Ir[dF(CF3)ppy)]2(dtbbpy)PF6 (3.36 mg, 0.003 mmol, 1 mol %), heteroarene (0.3 mmol, 1.0 eq), ketones or aldehydes (9.0 mmol, 30 eq), TTMS (185 μl, 0.6 mmol, 2.0 eq), TFA (45 μl, 0.6 mmol, 2.0 eq), and CH3CN (2.0 ml) were added to a 10-ml glass vial. The reaction mixture was degassed by bubbling with Ar for 15 s with an outlet needle, and the vial was sealed with a polytetrafluoroethylene (PTFE) cap. The mixture was then stirred rapidly and irradiated with a 36-W blue LED (approximately 2 cm away from the light source) at room temperature for 24 hours. The reaction mixture was concentrated in vacuum to remove the CH3CN. The mixture was diluted with 10 ml of aqueous 1 M NaHCO3 solution and extracted with 3 × 20 ml dichloromethane (DCM). The combined organic extracts were washed with 40 ml of brine, dried over Na2SO4, and concentrated in vacuo. Purification of the crude product by flash chromatography on silica gel using the indicated solvent system afforded the desired product.

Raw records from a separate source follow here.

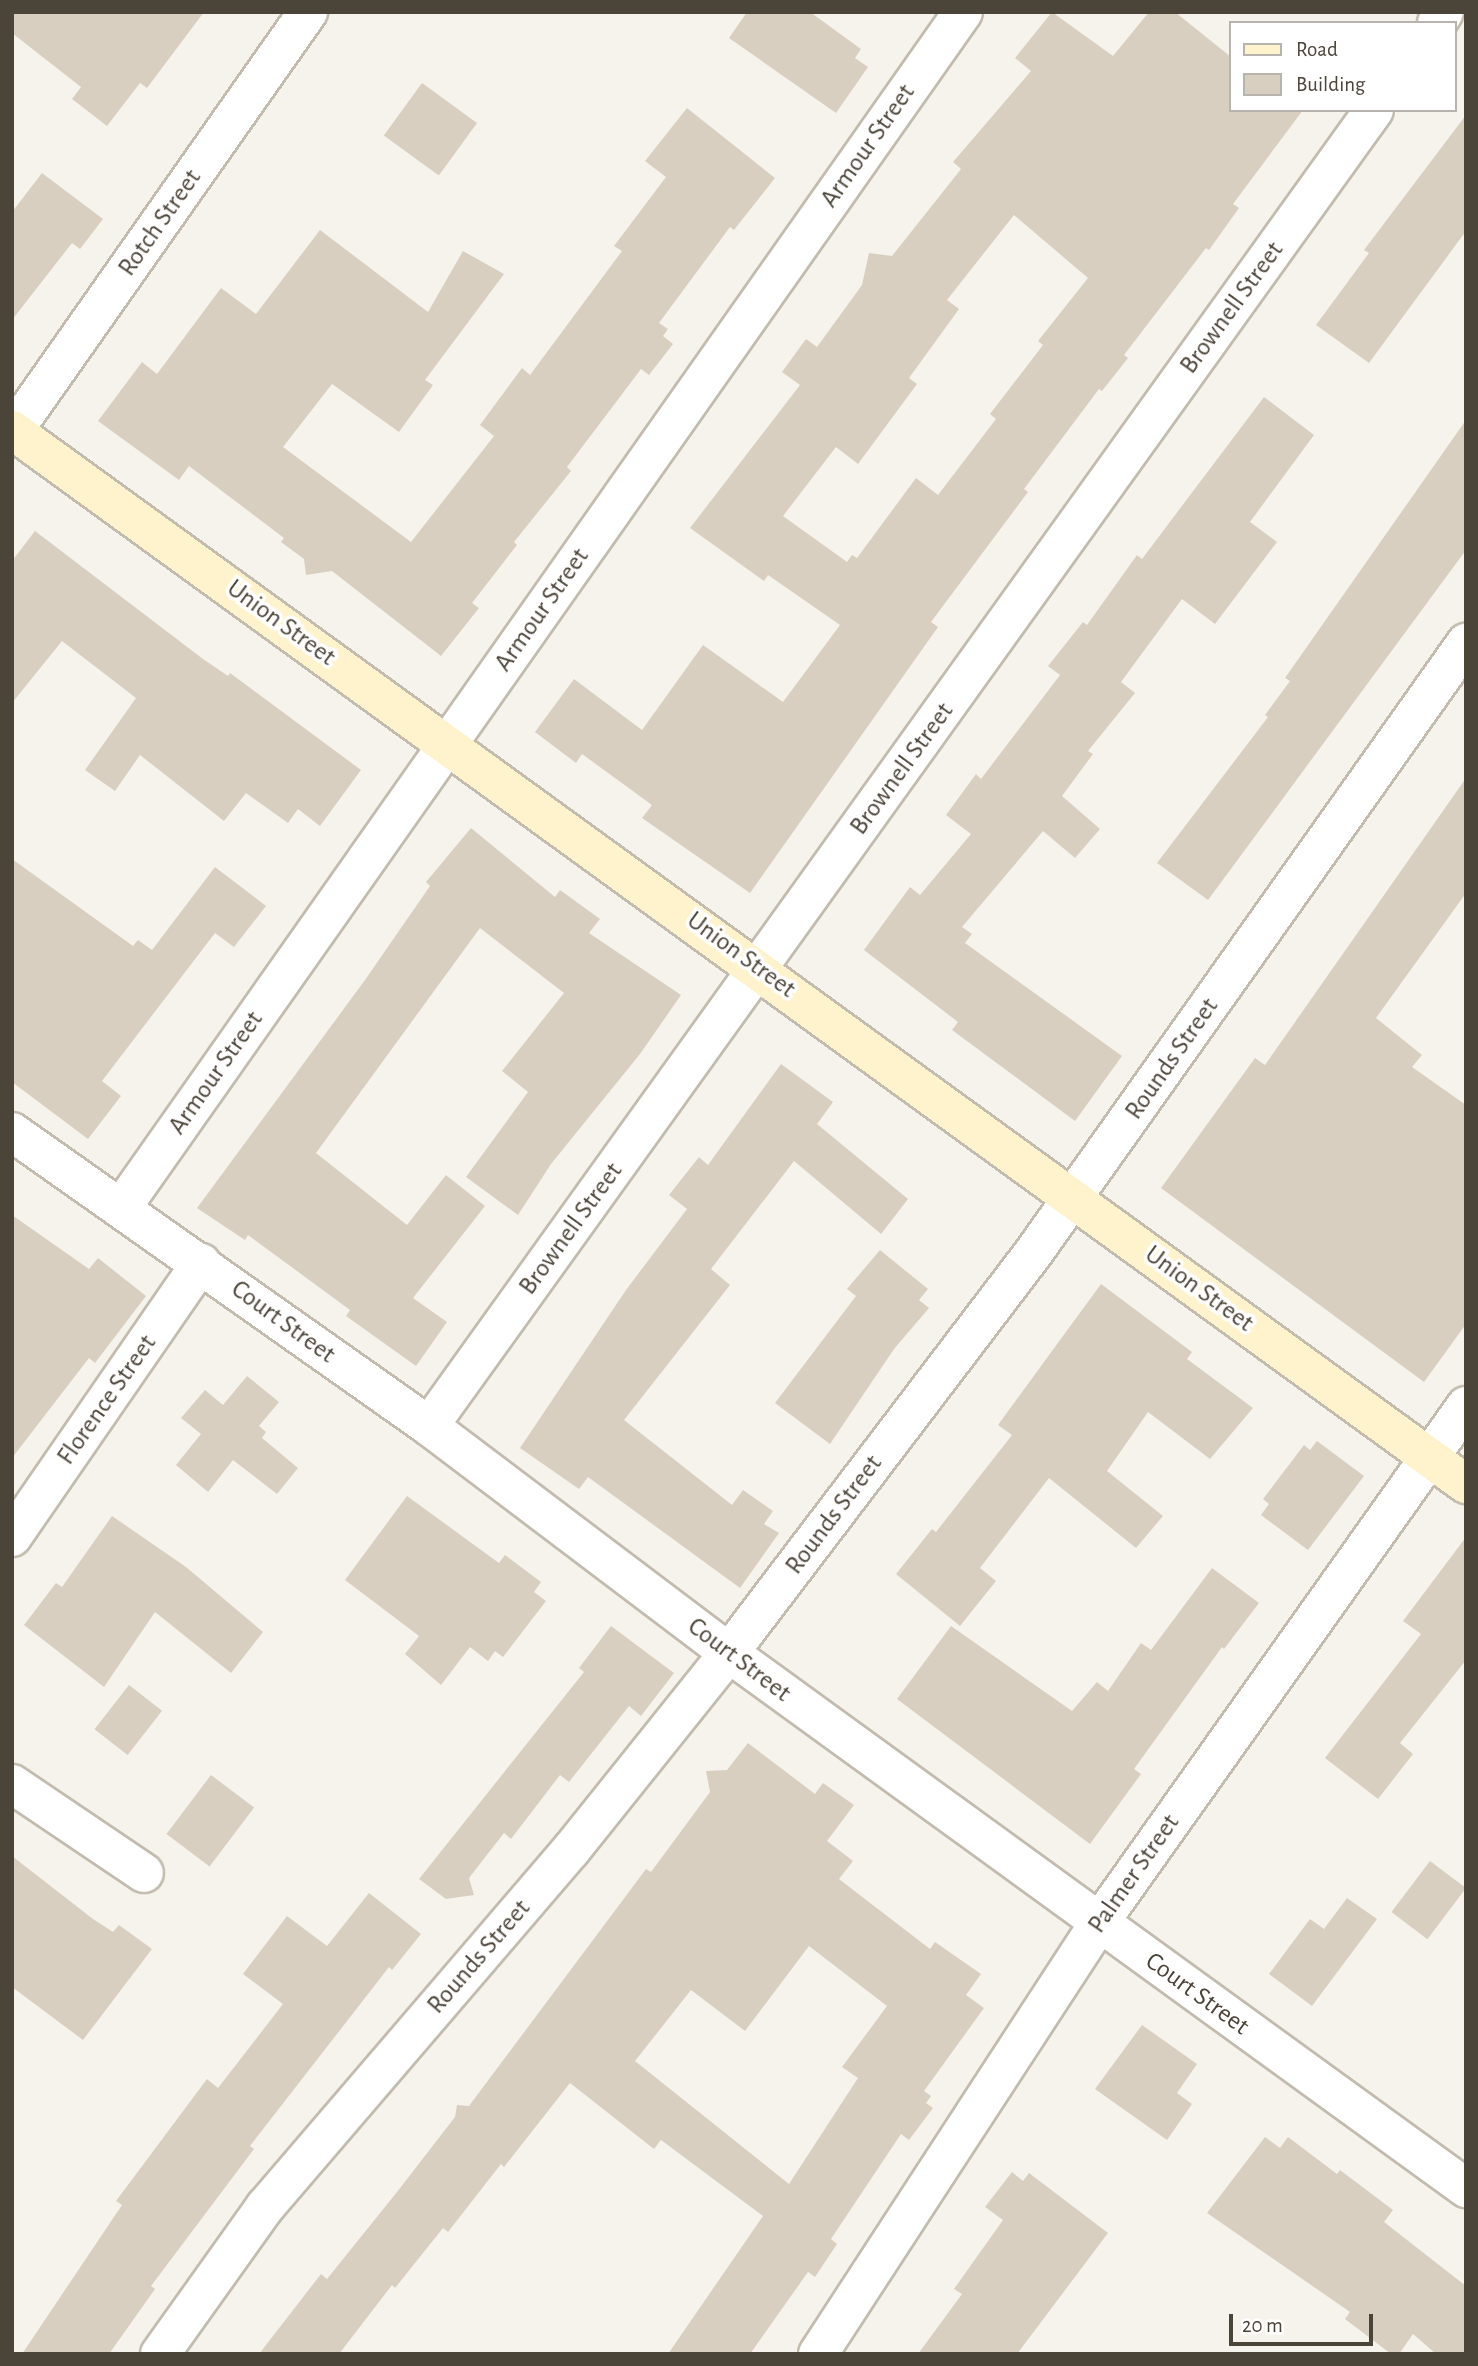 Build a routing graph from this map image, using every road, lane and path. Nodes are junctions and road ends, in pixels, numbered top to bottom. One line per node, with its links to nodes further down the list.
1 (308, 12): 4 (street, Rotch Street)
2 (962, 12): 6 (street, Armour Street)
3 (1373, 112): 7 (street, Brownell Street)
4 (13, 431): 6 (main road, Union Street)
5 (1466, 643): 9 (street, Rounds Street)
6 (448, 743): 7 (main road, Union Street); 10 (street, Armour Street)
7 (759, 969): 9 (main road, Union Street); 13 (street, Brownell Street)
8 (12, 1132): 10 (street, Court Street)
9 (1074, 1197): 14 (main road, Union Street); 17 (street, Rounds Street)
10 (122, 1207): 11 (street, Court Street)
11 (201, 1263): 13 (street, Court Street); 16 (street, Florence Street)
12 (1466, 1406): 14 (street, Palmer Street)
13 (429, 1426): 17 (street, Court Street)
14 (1429, 1457): 15 (main road, Union Street); 20 (street, Palmer Street)
15 (1466, 1484)
16 (12, 1537)
17 (729, 1653): 20 (street, Court Street); 22 (street, Rounds Street)
18 (12, 1784): 19 (street)
19 (144, 1873)
20 (1099, 1923): 21 (street, Court Street); 23 (street, Palmer Street)
21 (1466, 2188)
22 (160, 2354)
23 (818, 2354)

General procedure for the isopropylation of N-heteroarenes

Ir[dF(CF3)ppy)]2(dtbbpy)PF6 (3.36 mg, 0.003 mmol, 1 mol %), heteroarene (0.3 mmol, 1.0 eq), HEH (155 mg, 0.6 mmol, 2.0 eq) or TTMS (185 μl, 0.6 mmol, 2.0 eq), TFA (45 μl, 0.6 mmol, 2.0 eq), and acetone (3.0 ml) were added to a 10-ml glass vial. The reaction mixture was degassed by bubbling with Ar for 15 s with an outlet needle, and the vial was sealed with a PTFE cap. The mixture was then stirred rapidly and irradiated with a 36-W blue LED (approximately 2 cm away from the light source) at room temperature for 24 hours. The reaction mixture was concentrated in vacuum to remove the acetone. The mixture was diluted with 10 ml of aqueous 1 M NaHCO3 solution and extracted with DCM (3 × 20 ml). The combined organic extracts were washed with 40 ml of brine, dried over Na2SO4, and concentrated in vacuo. Purification of the crude product by flash chromatography on silica gel using the indicated solvent system afforded the desired product.